─── INPUT RECORDS
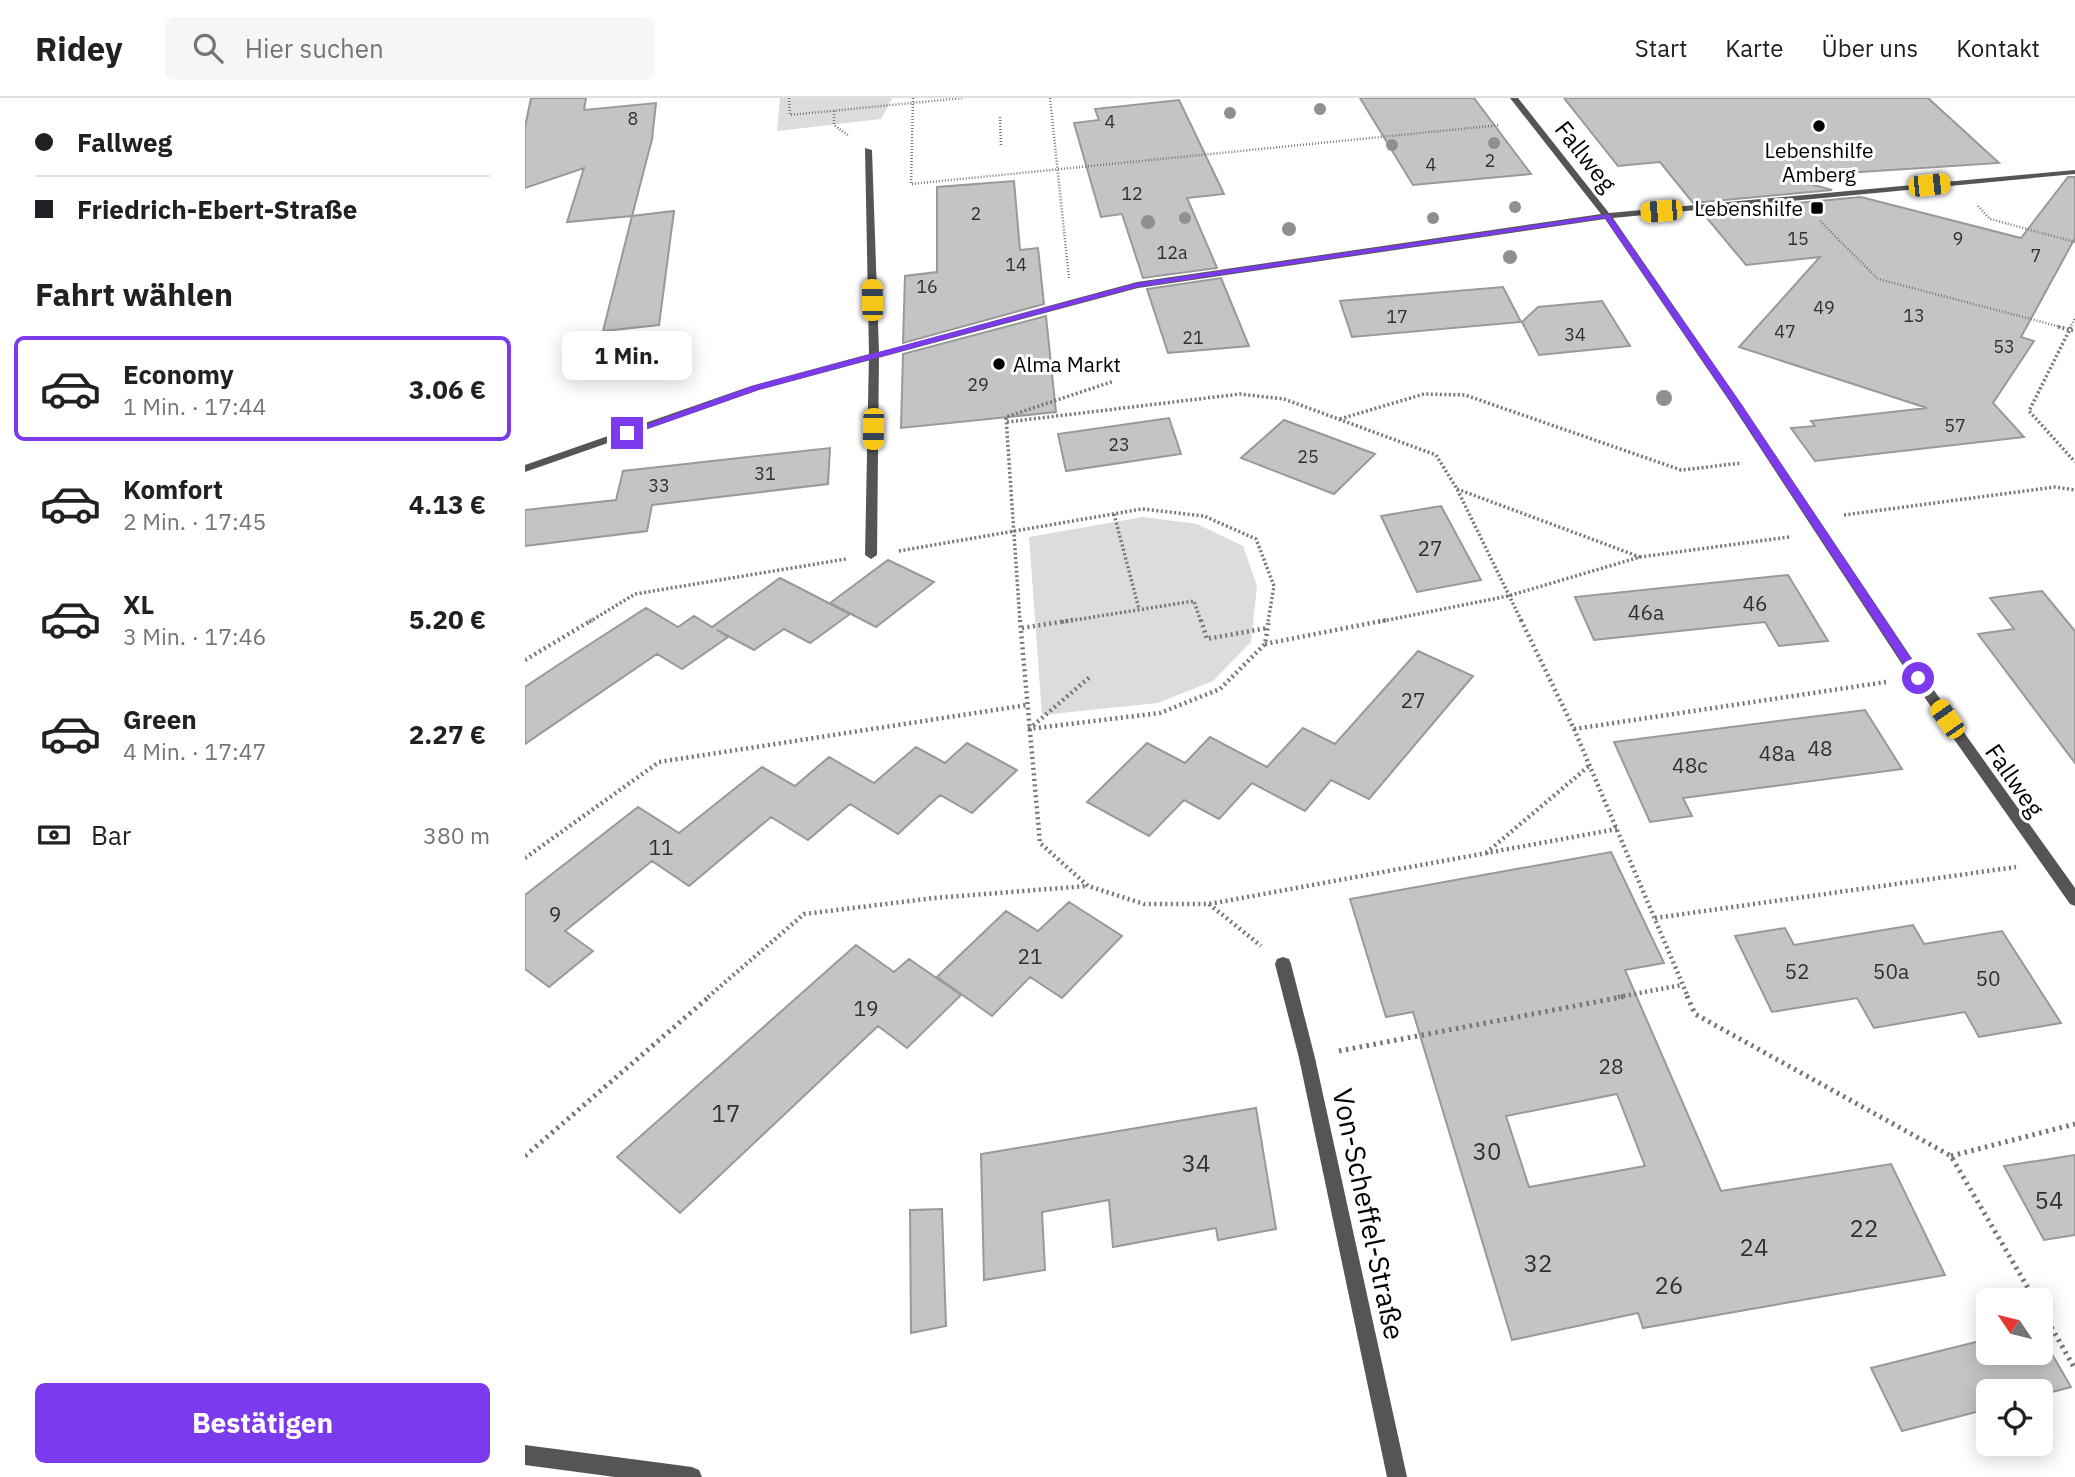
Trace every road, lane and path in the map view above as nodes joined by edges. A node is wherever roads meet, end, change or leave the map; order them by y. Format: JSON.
{"nodes":[{"id":1,"x":789,"y":98,"type":"edge"},
{"id":2,"x":963,"y":98,"type":"edge"},
{"id":3,"x":1050,"y":98,"type":"edge"},
{"id":4,"x":1514,"y":98,"type":"edge"},
{"id":5,"x":913,"y":100,"type":"edge"},
{"id":6,"x":1000,"y":117,"type":"dead end"},
{"id":7,"x":1532,"y":121,"type":"junction"},
{"id":8,"x":1001,"y":147,"type":"dead end"},
{"id":9,"x":868,"y":150,"type":"dead end"},
{"id":10,"x":1058,"y":171,"type":"junction"},
{"id":11,"x":2075,"y":172,"type":"edge"},
{"id":12,"x":1955,"y":183,"type":"junction"},
{"id":13,"x":1797,"y":199,"type":"junction"},
{"id":14,"x":1607,"y":216,"type":"junction"},
{"id":15,"x":2075,"y":242,"type":"edge"},
{"id":16,"x":1072,"y":302,"type":"junction"},
{"id":17,"x":2075,"y":318,"type":"edge"},
{"id":18,"x":2069,"y":330,"type":"junction"},
{"id":19,"x":2075,"y":331,"type":"edge"},
{"id":20,"x":874,"y":354,"type":"junction"},
{"id":21,"x":1114,"y":381,"type":"dead end"},
{"id":22,"x":1339,"y":419,"type":"junction"},
{"id":23,"x":1007,"y":422,"type":"junction"},
{"id":24,"x":1771,"y":460,"type":"junction"},
{"id":25,"x":2075,"y":462,"type":"edge"},
{"id":26,"x":525,"y":470,"type":"edge"},
{"id":27,"x":1457,"y":489,"type":"junction"},
{"id":28,"x":2075,"y":489,"type":"edge"},
{"id":29,"x":1114,"y":514,"type":"junction"},
{"id":30,"x":1812,"y":520,"type":"junction"},
{"id":31,"x":1015,"y":532,"type":"junction"},
{"id":32,"x":1821,"y":532,"type":"junction"},
{"id":33,"x":871,"y":555,"type":"junction"},
{"id":34,"x":1640,"y":557,"type":"junction"},
{"id":35,"x":1508,"y":596,"type":"junction"},
{"id":36,"x":1139,"y":609,"type":"junction"},
{"id":37,"x":1022,"y":628,"type":"junction"},
{"id":38,"x":1267,"y":628,"type":"junction"},
{"id":39,"x":1265,"y":644,"type":"junction"},
{"id":40,"x":525,"y":653,"type":"edge"},
{"id":41,"x":526,"y":659,"type":"edge"},
{"id":42,"x":1091,"y":676,"type":"dead end"},
{"id":43,"x":1918,"y":678,"type":"junction"},
{"id":44,"x":1027,"y":705,"type":"junction"},
{"id":45,"x":1028,"y":729,"type":"junction"},
{"id":46,"x":1574,"y":729,"type":"junction"},
{"id":47,"x":1589,"y":765,"type":"junction"},
{"id":48,"x":1617,"y":829,"type":"junction"},
{"id":49,"x":1485,"y":854,"type":"junction"},
{"id":50,"x":525,"y":858,"type":"edge"},
{"id":51,"x":2048,"y":863,"type":"junction"},
{"id":52,"x":1088,"y":886,"type":"junction"},
{"id":53,"x":2075,"y":900,"type":"edge"},
{"id":54,"x":1209,"y":904,"type":"junction"},
{"id":55,"x":1655,"y":918,"type":"junction"},
{"id":56,"x":1283,"y":964,"type":"joint"},
{"id":57,"x":1682,"y":985,"type":"junction"},
{"id":58,"x":1307,"y":1058,"type":"junction"},
{"id":59,"x":2075,"y":1124,"type":"edge"},
{"id":60,"x":525,"y":1156,"type":"edge"},
{"id":61,"x":1951,"y":1156,"type":"junction"},
{"id":62,"x":2028,"y":1288,"type":"edge"},
{"id":63,"x":2053,"y":1330,"type":"edge"},
{"id":64,"x":2075,"y":1368,"type":"edge"},
{"id":65,"x":525,"y":1455,"type":"edge"},
{"id":66,"x":692,"y":1477,"type":"edge"},
{"id":67,"x":1397,"y":1477,"type":"edge"}],
"edges":[{"from":1,"to":5,"type":"path"},
{"from":2,"to":5,"type":"path"},
{"from":3,"to":10,"type":"path"},
{"from":4,"to":7,"type":"street","name":"Fallweg"},
{"from":5,"to":10,"type":"path"},
{"from":6,"to":8,"type":"path"},
{"from":7,"to":10,"type":"path"},
{"from":7,"to":14,"type":"street","name":"Fallweg"},
{"from":9,"to":20,"type":"street"},
{"from":10,"to":16,"type":"path"},
{"from":11,"to":12,"type":"street"},
{"from":12,"to":13,"type":"street"},
{"from":12,"to":15,"type":"path"},
{"from":13,"to":14,"type":"street"},
{"from":13,"to":18,"type":"path"},
{"from":14,"to":16,"type":"street"},
{"from":14,"to":24,"type":"street","name":"Fallweg"},
{"from":16,"to":20,"type":"street"},
{"from":17,"to":18,"type":"path"},
{"from":18,"to":19,"type":"path"},
{"from":18,"to":25,"type":"path"},
{"from":20,"to":26,"type":"street"},
{"from":20,"to":33,"type":"street"},
{"from":21,"to":23,"type":"path"},
{"from":22,"to":23,"type":"path"},
{"from":22,"to":24,"type":"path"},
{"from":22,"to":27,"type":"path"},
{"from":23,"to":31,"type":"path"},
{"from":24,"to":30,"type":"street","name":"Fallweg"},
{"from":27,"to":34,"type":"path"},
{"from":27,"to":35,"type":"path"},
{"from":28,"to":30,"type":"path"},
{"from":29,"to":31,"type":"path"},
{"from":29,"to":36,"type":"path"},
{"from":29,"to":38,"type":"path"},
{"from":30,"to":32,"type":"street","name":"Fallweg"},
{"from":31,"to":33,"type":"path"},
{"from":31,"to":37,"type":"path"},
{"from":32,"to":34,"type":"path"},
{"from":32,"to":43,"type":"street","name":"Fallweg"},
{"from":33,"to":41,"type":"path"},
{"from":34,"to":35,"type":"path"},
{"from":35,"to":39,"type":"path"},
{"from":35,"to":46,"type":"path"},
{"from":36,"to":37,"type":"path"},
{"from":36,"to":38,"type":"path"},
{"from":37,"to":44,"type":"path"},
{"from":38,"to":39,"type":"path"},
{"from":39,"to":45,"type":"path"},
{"from":40,"to":41,"type":"path"},
{"from":42,"to":45,"type":"path"},
{"from":43,"to":46,"type":"path"},
{"from":43,"to":51,"type":"street","name":"Fallweg"},
{"from":44,"to":45,"type":"path"},
{"from":44,"to":50,"type":"path"},
{"from":45,"to":52,"type":"path"},
{"from":46,"to":47,"type":"path"},
{"from":47,"to":48,"type":"path"},
{"from":47,"to":49,"type":"path"},
{"from":48,"to":49,"type":"path"},
{"from":48,"to":55,"type":"path"},
{"from":49,"to":54,"type":"path"},
{"from":51,"to":53,"type":"street","name":"Fallweg"},
{"from":51,"to":55,"type":"path"},
{"from":52,"to":54,"type":"path"},
{"from":52,"to":60,"type":"path"},
{"from":54,"to":56,"type":"path"},
{"from":55,"to":57,"type":"path"},
{"from":56,"to":58,"type":"street","name":"Von-Scheffel-Straße"},
{"from":57,"to":58,"type":"path"},
{"from":57,"to":61,"type":"path"},
{"from":58,"to":67,"type":"street","name":"Von-Scheffel-Straße"},
{"from":59,"to":61,"type":"path"},
{"from":61,"to":62,"type":"path"},
{"from":63,"to":64,"type":"path"},
{"from":65,"to":66,"type":"street"}]}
──────
* **PROBLEM REQUIREMENTS**
With the pictures omitted, restate every entry above word for word.

* **SOLUTION BELOW**
Trace every road, lane and path in the map view above as nodes joined by edges. A node is wherever roads meet, end, change or leave the map; order them by y. Format: JSON.
{"nodes":[{"id":1,"x":789,"y":98,"type":"edge"},
{"id":2,"x":963,"y":98,"type":"edge"},
{"id":3,"x":1050,"y":98,"type":"edge"},
{"id":4,"x":1514,"y":98,"type":"edge"},
{"id":5,"x":913,"y":100,"type":"edge"},
{"id":6,"x":1000,"y":117,"type":"dead end"},
{"id":7,"x":1532,"y":121,"type":"junction"},
{"id":8,"x":1001,"y":147,"type":"dead end"},
{"id":9,"x":868,"y":150,"type":"dead end"},
{"id":10,"x":1058,"y":171,"type":"junction"},
{"id":11,"x":2075,"y":172,"type":"edge"},
{"id":12,"x":1955,"y":183,"type":"junction"},
{"id":13,"x":1797,"y":199,"type":"junction"},
{"id":14,"x":1607,"y":216,"type":"junction"},
{"id":15,"x":2075,"y":242,"type":"edge"},
{"id":16,"x":1072,"y":302,"type":"junction"},
{"id":17,"x":2075,"y":318,"type":"edge"},
{"id":18,"x":2069,"y":330,"type":"junction"},
{"id":19,"x":2075,"y":331,"type":"edge"},
{"id":20,"x":874,"y":354,"type":"junction"},
{"id":21,"x":1114,"y":381,"type":"dead end"},
{"id":22,"x":1339,"y":419,"type":"junction"},
{"id":23,"x":1007,"y":422,"type":"junction"},
{"id":24,"x":1771,"y":460,"type":"junction"},
{"id":25,"x":2075,"y":462,"type":"edge"},
{"id":26,"x":525,"y":470,"type":"edge"},
{"id":27,"x":1457,"y":489,"type":"junction"},
{"id":28,"x":2075,"y":489,"type":"edge"},
{"id":29,"x":1114,"y":514,"type":"junction"},
{"id":30,"x":1812,"y":520,"type":"junction"},
{"id":31,"x":1015,"y":532,"type":"junction"},
{"id":32,"x":1821,"y":532,"type":"junction"},
{"id":33,"x":871,"y":555,"type":"junction"},
{"id":34,"x":1640,"y":557,"type":"junction"},
{"id":35,"x":1508,"y":596,"type":"junction"},
{"id":36,"x":1139,"y":609,"type":"junction"},
{"id":37,"x":1022,"y":628,"type":"junction"},
{"id":38,"x":1267,"y":628,"type":"junction"},
{"id":39,"x":1265,"y":644,"type":"junction"},
{"id":40,"x":525,"y":653,"type":"edge"},
{"id":41,"x":526,"y":659,"type":"edge"},
{"id":42,"x":1091,"y":676,"type":"dead end"},
{"id":43,"x":1918,"y":678,"type":"junction"},
{"id":44,"x":1027,"y":705,"type":"junction"},
{"id":45,"x":1028,"y":729,"type":"junction"},
{"id":46,"x":1574,"y":729,"type":"junction"},
{"id":47,"x":1589,"y":765,"type":"junction"},
{"id":48,"x":1617,"y":829,"type":"junction"},
{"id":49,"x":1485,"y":854,"type":"junction"},
{"id":50,"x":525,"y":858,"type":"edge"},
{"id":51,"x":2048,"y":863,"type":"junction"},
{"id":52,"x":1088,"y":886,"type":"junction"},
{"id":53,"x":2075,"y":900,"type":"edge"},
{"id":54,"x":1209,"y":904,"type":"junction"},
{"id":55,"x":1655,"y":918,"type":"junction"},
{"id":56,"x":1283,"y":964,"type":"joint"},
{"id":57,"x":1682,"y":985,"type":"junction"},
{"id":58,"x":1307,"y":1058,"type":"junction"},
{"id":59,"x":2075,"y":1124,"type":"edge"},
{"id":60,"x":525,"y":1156,"type":"edge"},
{"id":61,"x":1951,"y":1156,"type":"junction"},
{"id":62,"x":2028,"y":1288,"type":"edge"},
{"id":63,"x":2053,"y":1330,"type":"edge"},
{"id":64,"x":2075,"y":1368,"type":"edge"},
{"id":65,"x":525,"y":1455,"type":"edge"},
{"id":66,"x":692,"y":1477,"type":"edge"},
{"id":67,"x":1397,"y":1477,"type":"edge"}],
"edges":[{"from":1,"to":5,"type":"path"},
{"from":2,"to":5,"type":"path"},
{"from":3,"to":10,"type":"path"},
{"from":4,"to":7,"type":"street","name":"Fallweg"},
{"from":5,"to":10,"type":"path"},
{"from":6,"to":8,"type":"path"},
{"from":7,"to":10,"type":"path"},
{"from":7,"to":14,"type":"street","name":"Fallweg"},
{"from":9,"to":20,"type":"street"},
{"from":10,"to":16,"type":"path"},
{"from":11,"to":12,"type":"street"},
{"from":12,"to":13,"type":"street"},
{"from":12,"to":15,"type":"path"},
{"from":13,"to":14,"type":"street"},
{"from":13,"to":18,"type":"path"},
{"from":14,"to":16,"type":"street"},
{"from":14,"to":24,"type":"street","name":"Fallweg"},
{"from":16,"to":20,"type":"street"},
{"from":17,"to":18,"type":"path"},
{"from":18,"to":19,"type":"path"},
{"from":18,"to":25,"type":"path"},
{"from":20,"to":26,"type":"street"},
{"from":20,"to":33,"type":"street"},
{"from":21,"to":23,"type":"path"},
{"from":22,"to":23,"type":"path"},
{"from":22,"to":24,"type":"path"},
{"from":22,"to":27,"type":"path"},
{"from":23,"to":31,"type":"path"},
{"from":24,"to":30,"type":"street","name":"Fallweg"},
{"from":27,"to":34,"type":"path"},
{"from":27,"to":35,"type":"path"},
{"from":28,"to":30,"type":"path"},
{"from":29,"to":31,"type":"path"},
{"from":29,"to":36,"type":"path"},
{"from":29,"to":38,"type":"path"},
{"from":30,"to":32,"type":"street","name":"Fallweg"},
{"from":31,"to":33,"type":"path"},
{"from":31,"to":37,"type":"path"},
{"from":32,"to":34,"type":"path"},
{"from":32,"to":43,"type":"street","name":"Fallweg"},
{"from":33,"to":41,"type":"path"},
{"from":34,"to":35,"type":"path"},
{"from":35,"to":39,"type":"path"},
{"from":35,"to":46,"type":"path"},
{"from":36,"to":37,"type":"path"},
{"from":36,"to":38,"type":"path"},
{"from":37,"to":44,"type":"path"},
{"from":38,"to":39,"type":"path"},
{"from":39,"to":45,"type":"path"},
{"from":40,"to":41,"type":"path"},
{"from":42,"to":45,"type":"path"},
{"from":43,"to":46,"type":"path"},
{"from":43,"to":51,"type":"street","name":"Fallweg"},
{"from":44,"to":45,"type":"path"},
{"from":44,"to":50,"type":"path"},
{"from":45,"to":52,"type":"path"},
{"from":46,"to":47,"type":"path"},
{"from":47,"to":48,"type":"path"},
{"from":47,"to":49,"type":"path"},
{"from":48,"to":49,"type":"path"},
{"from":48,"to":55,"type":"path"},
{"from":49,"to":54,"type":"path"},
{"from":51,"to":53,"type":"street","name":"Fallweg"},
{"from":51,"to":55,"type":"path"},
{"from":52,"to":54,"type":"path"},
{"from":52,"to":60,"type":"path"},
{"from":54,"to":56,"type":"path"},
{"from":55,"to":57,"type":"path"},
{"from":56,"to":58,"type":"street","name":"Von-Scheffel-Straße"},
{"from":57,"to":58,"type":"path"},
{"from":57,"to":61,"type":"path"},
{"from":58,"to":67,"type":"street","name":"Von-Scheffel-Straße"},
{"from":59,"to":61,"type":"path"},
{"from":61,"to":62,"type":"path"},
{"from":63,"to":64,"type":"path"},
{"from":65,"to":66,"type":"street"}]}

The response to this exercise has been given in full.